Read the records beneath this task and copy every line that contains the string "dead".

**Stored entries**
------------------------------------------------

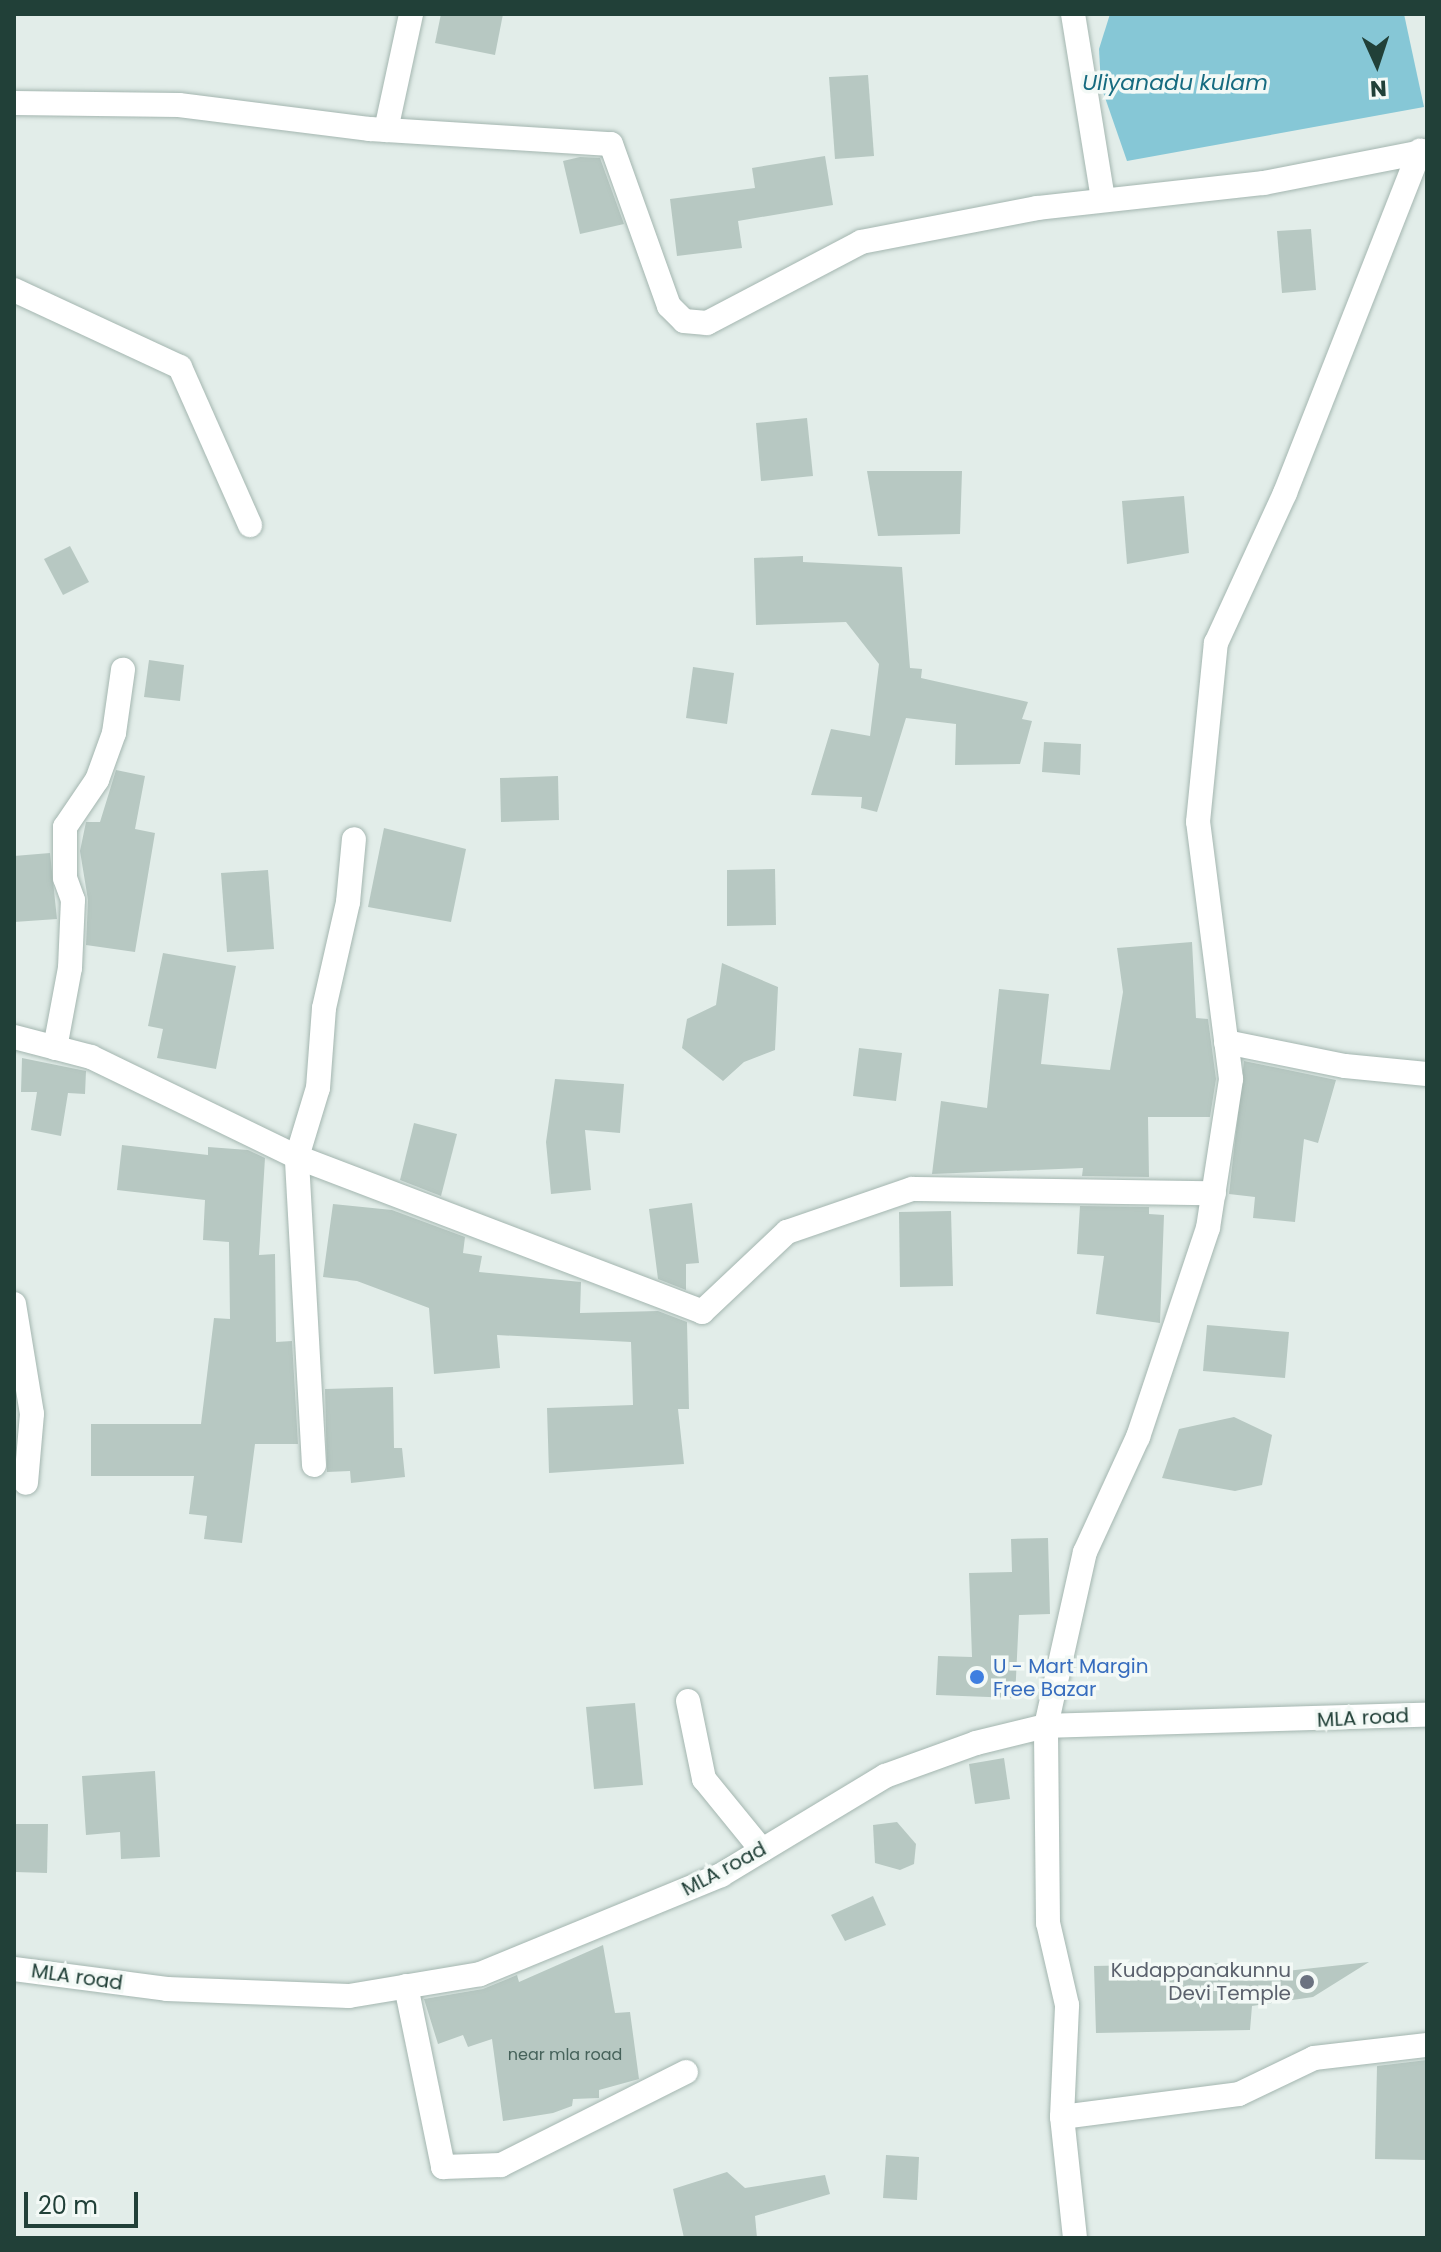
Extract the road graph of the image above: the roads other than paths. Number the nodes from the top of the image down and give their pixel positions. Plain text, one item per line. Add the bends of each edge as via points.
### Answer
1 (411, 14) edge
2 (1073, 14) edge
3 (14, 103) edge
4 (386, 130) junction
5 (1423, 151) edge
6 (1103, 199) junction
7 (14, 290) edge
8 (250, 525) dead end
9 (123, 670) dead end
10 (354, 839) dead end
11 (14, 1037) edge
12 (1226, 1042) junction
13 (55, 1048) junction
14 (1427, 1074) edge
15 (297, 1157) junction
16 (1214, 1193) junction
17 (14, 1304) edge
18 (314, 1465) dead end
19 (26, 1483) dead end
20 (688, 1701) dead end
21 (1427, 1715) edge
22 (1046, 1726) junction
23 (762, 1850) junction
24 (14, 1969) edge
25 (406, 1986) junction
26 (1427, 2045) edge
27 (686, 2072) dead end
28 (1062, 2117) junction
29 (1075, 2238) edge

1 - 4 street
2 - 6 street
3 - 4 street via 179,105
4 - 6 street via 611,144 669,306 684,321 707,323 861,242
5 - 6 street via 1264,183
5 - 12 street via 1285,493 1216,643 1198,822
7 - 8 street via 180,367
9 - 13 street via 101,769 65,827 72,914
10 - 15 street via 348,902 324,1008 318,1088
11 - 13 street
12 - 14 street via 1345,1066
12 - 16 street via 1231,1079
13 - 15 street via 91,1057
15 - 16 street via 702,1312 787,1232 912,1189
15 - 18 street
16 - 22 street via 1208,1228 1138,1437 1085,1552
17 - 19 street via 32,1414
20 - 23 street via 704,1779
21 - 22 street, MLA road
22 - 23 street, MLA road via 885,1776
22 - 28 street via 1048,1923 1067,2005
23 - 25 street, MLA road via 721,1875 558,1945 480,1974
24 - 25 street, MLA road via 167,1989 349,1996
25 - 27 street via 443,2167 501,2165
26 - 28 street via 1314,2058 1239,2094
28 - 29 street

------------------------------------------------

**Reply**
8 (250, 525) dead end
9 (123, 670) dead end
10 (354, 839) dead end
18 (314, 1465) dead end
19 (26, 1483) dead end
20 (688, 1701) dead end
27 (686, 2072) dead end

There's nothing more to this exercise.